Михаил Петров - Румянцев-Задунайский
Екатерина».
— Вам велено что-либо добавить на словах к высочайшему повелению? — спросил Румянцев курьера.
— Нет, ваше сиятельство.
— В указе ничего не говорится о судьбе императора Петра Федоровича.
— Петр Федорович отрекся от престола. Его отречение известно всему Петербургу.
— У вас есть текст отречения?
— Я не имел на сей счет никаких повелений, — с достоинством отвечал курьер, уловив в словах генерала недоверие. — Если, ваше сиятельство, имеете что-то заявить по поводу отречения бывшего императора, я буду рад доложить о том моей всемилостивейшей монархине Екатерине Алексеевне.
— Я вас больше не задерживаю, — ледяным тоном закончил разговор Румянцев.
Не успел Гринин уехать из Кольберга, как появился новый курьер — поручик Нащокин — с дубликатом указа Екатерины. Ничего нового он сообщить не мог.

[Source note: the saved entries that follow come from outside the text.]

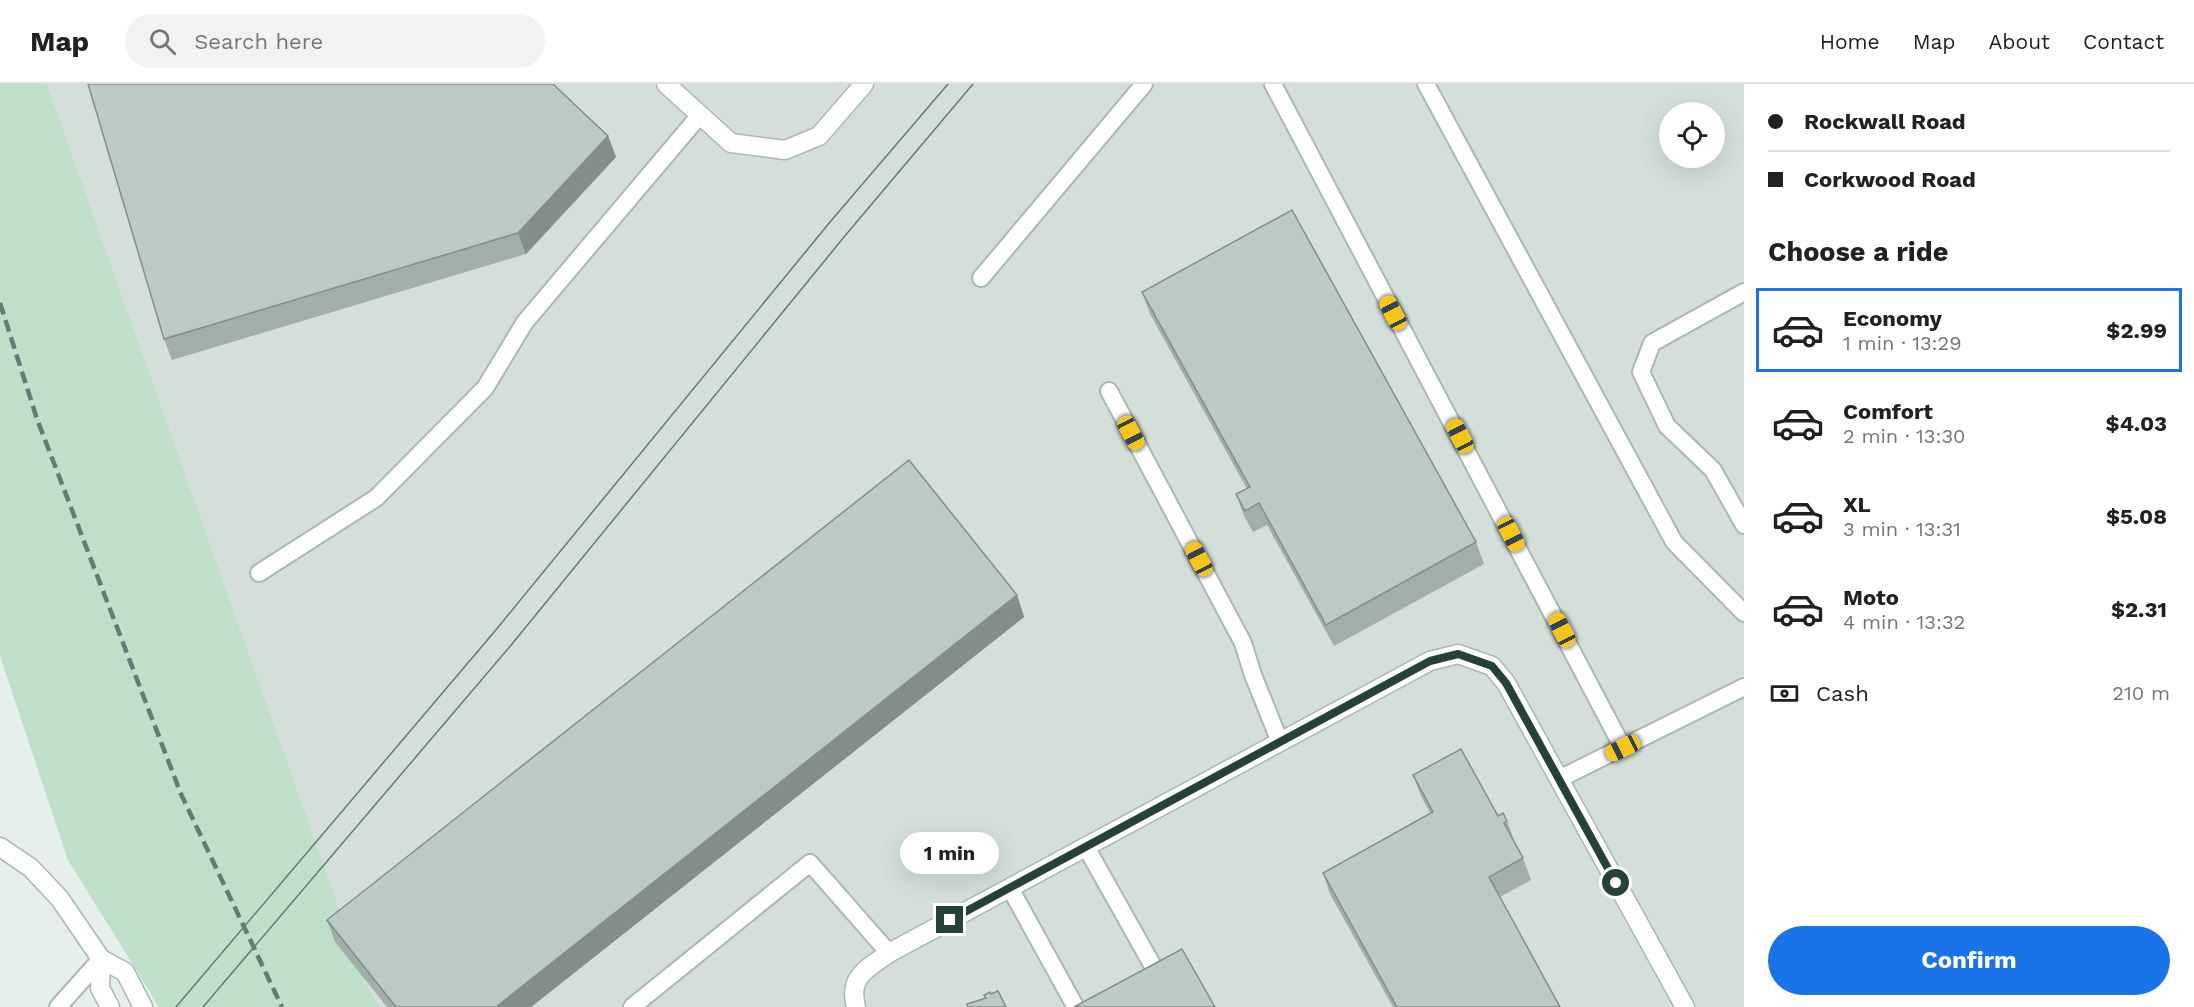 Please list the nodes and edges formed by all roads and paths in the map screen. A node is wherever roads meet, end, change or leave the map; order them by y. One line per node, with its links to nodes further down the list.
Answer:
1 (864, 84): 6 (street)
2 (1144, 84): 7 (lane)
3 (1273, 84): 15 (lane)
4 (1426, 84): 12 (lane)
5 (676, 87): 6 (street)
6 (700, 115): 11 (lane)
7 (981, 278)
8 (1744, 292): 10 (lane)
9 (1109, 391): 14 (lane)
10 (1744, 525)
11 (259, 573)
12 (1744, 612)
13 (1744, 687): 15 (lane)
14 (1280, 742): 16 (street); 18 (street)
15 (1623, 748): 16 (lane)
16 (1559, 779): 29 (street)
17 (0, 847): 21 (street)
18 (1086, 847): 19 (street); 22 (lane)
19 (1010, 888): 20 (street); 24 (lane)
20 (889, 953): 23 (street); 28 (lane)
21 (100, 959): 25 (lane); 26 (street); 27 (street)
22 (1154, 968)
23 (855, 1000)
24 (1074, 1004)
25 (58, 1007)
26 (110, 1007)
27 (143, 1007)
28 (632, 1007)
29 (1685, 1007)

Румянцева неприятно поразило, что к указу императрицы не было приложено письма, объясняющего причины и суть смены власти. У него было такое чувство, словно с ним обошлись, как с мальчишкой, которому не все можно говорить. В Петербурге явно не доверяли ему. Почему он должен передать корпус генералу Панину? Может быть, государыня боится, что он, Румянцев, поднимет корпус для защиты прав законного императора, фаворитом которого его считают?
Вечером пришел Племянников. У него был озадаченный вид. Румянцев — он сидел в это время за бутылкой вина — пригласил его к столу.
— Как настроение в полках?
— Людям бросилось в глаза: царские курьеры уехали от вас невеселыми, — уклонился от прямого ответа Племянников. — Должно быть, они надеялись на более ласковый прием.
Румянцев кивком головы предложил взять бокал.
— Выпьем и забудем о курьерах.
Выпив, они долго молчали, не зная, как продолжить разговор.
— Петр Александрович, — заговорил наконец Племянников, — может быть, присягнем, пока Панин не подъехал. Сказывают, вся армия на Руси присягнула, одни мы остались.
Румянцев не отвечал, упорно глядя на свой опорожненный бокал.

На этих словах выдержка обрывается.